Plates [XII]. and [XIII]. (Between pages 200 and 201, Vol. II.)
Blood relationship between the Vertebrata and the Invertebrata. (Compare vol. ii. pp. [152] and [201].) It is definitely established by Kowalewski’s important discovery, which was confirmed by Kupffer, that the ontogeny of the lowest vertebrate animal—the Lancelet, or Amphioxus—agrees in all essential outlines completely with that of the invertebrate Sea-squirts, or Ascidiæ, from the class of Sea-sacks, or Tunicata. On our two plates, the ascidia is marked by A, the amphioxus by B. Plate [XIII]. represents these two very different animal-forms in a fully developed state, as seen from the left side, the end of the mouth above, the opposite end below. Hence, in both figures the dorsal side is to the right, the ventral to the left. Both figures are slightly magnified, and the internal organisation of the animals is distinctly visible through the transparent skin. The full-grown ascidia (Fig. A 6) grows at the bottom of the ocean, from whence it cannot move, and clings to stones and other objects by means of peculiar roots (w) like a plant. The full-grown amphioxus, on the other hand (Fig. B 6), swims about freely like a small fish. The letters on both figures indicate the same parts: (a) orifice of the mouth; (b) orifice of the body, or porus abdominalis; (c) dorsal rod, or chorda dorsalis; (d) intestine; (e) ovary; (f) oviduct (same as the sperm-duct); (g) spinal marrow; (h) heart; (i) blind-sac of the intestine; (k) gill basket (respiratory cavity); (l) cavity of the body; (m) muscles; (n) testicle (in the ascidia united with the ovary into a hermaphrodite gland); (o) anus; (p) genital orifice; (q) well-developed embryos in the body cavity of the ascidia; (r) rays of the dorsal fin of the amphioxus; (s) tail-fin of the amphioxus; (w) roots of the ascidia.

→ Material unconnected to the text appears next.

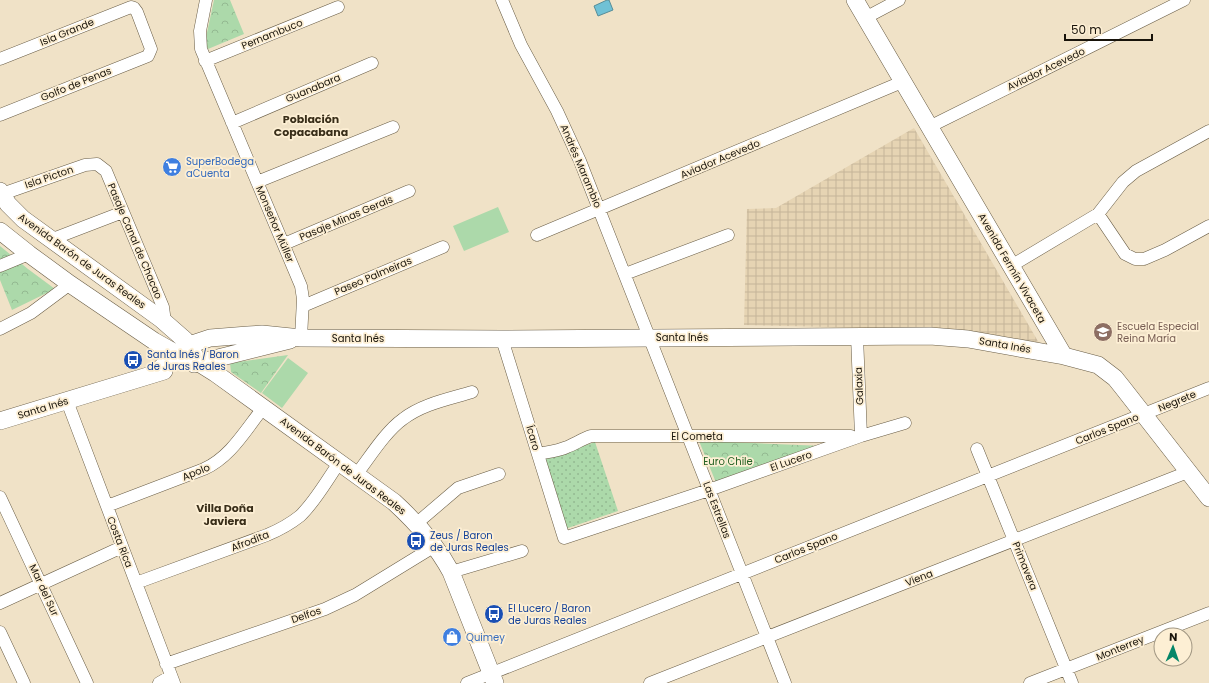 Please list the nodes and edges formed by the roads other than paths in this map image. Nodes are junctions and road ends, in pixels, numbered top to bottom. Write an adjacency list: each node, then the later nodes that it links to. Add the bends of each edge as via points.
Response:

Plate [XII]. shows the Ontogenesis, or the individual development of the Ascidia (A) and the Amphioxus (B) in five different stages (1-5). Fig. 1 is the egg, a simple cell like the egg of man and all other animals (Fig. A 1 the egg of the ascidia, Fig. B 1 the egg of the amphioxus). The actual cell-substance, or the protoplasm of the egg-cell (z), the so-called yolk, is surrounded by a covering (cell-membrane, or yolk-membrane), and encloses a globular cell-kernel, or nucleus (y), the latter, again, contains a kernel-body, or nucleolus (x); when the egg begins to develop, the egg-cell first subdivides into two cells. By another sub-division there arise four cells (Fig. A 2, B 2), and out of these, by repeated sub-division, eight cells (vol. i. p. [190], Fig. 4 C, D). By fluid gathering in the interior these form a globular bladder bounded by a layer of cells. On one spot of its surface the bladder is turned inwards in the form of a pocket (Fig. A 4, B 4). This depression is the beginning of the intestine, the cavity (d 1) of which opens externally by the provisional larval-mouth (d 4). The body-wall, which is at the same time the stomach-wall, now consists of two layers of cells—the germ-layers. The globular larva (Gastrula), now grows in length. Fig. A 5 represents the larva of the ascidia, Fig. B 5 that of the amphioxus, as seen from the left side in a somewhat more advanced state of development. The orifice of the intestine (d 1) has closed. The dorsal side of the intestine (d 2) is concave, the ventral side (d 3) convex. Above the intestinal tube, on its dorsal side, the neural tube, the beginning of the spinal marrow, is being formed, its cavity still opens externally in front (g 2). Between the spinal marrow and the intestine has arisen the spinal rod, or chorda dorsalis (Notochord) (c), the axis of the inner skeleton. In the larva of the ascidia this rod (c) proceeds along the long rudder-tail, a larval organ, which is cast off in later transformation. Yet there still exist some very small ascidiæ (Appendicularia) which do not become transformed and attached, but which through life swim about freely in the sea by means of their rudder-tail.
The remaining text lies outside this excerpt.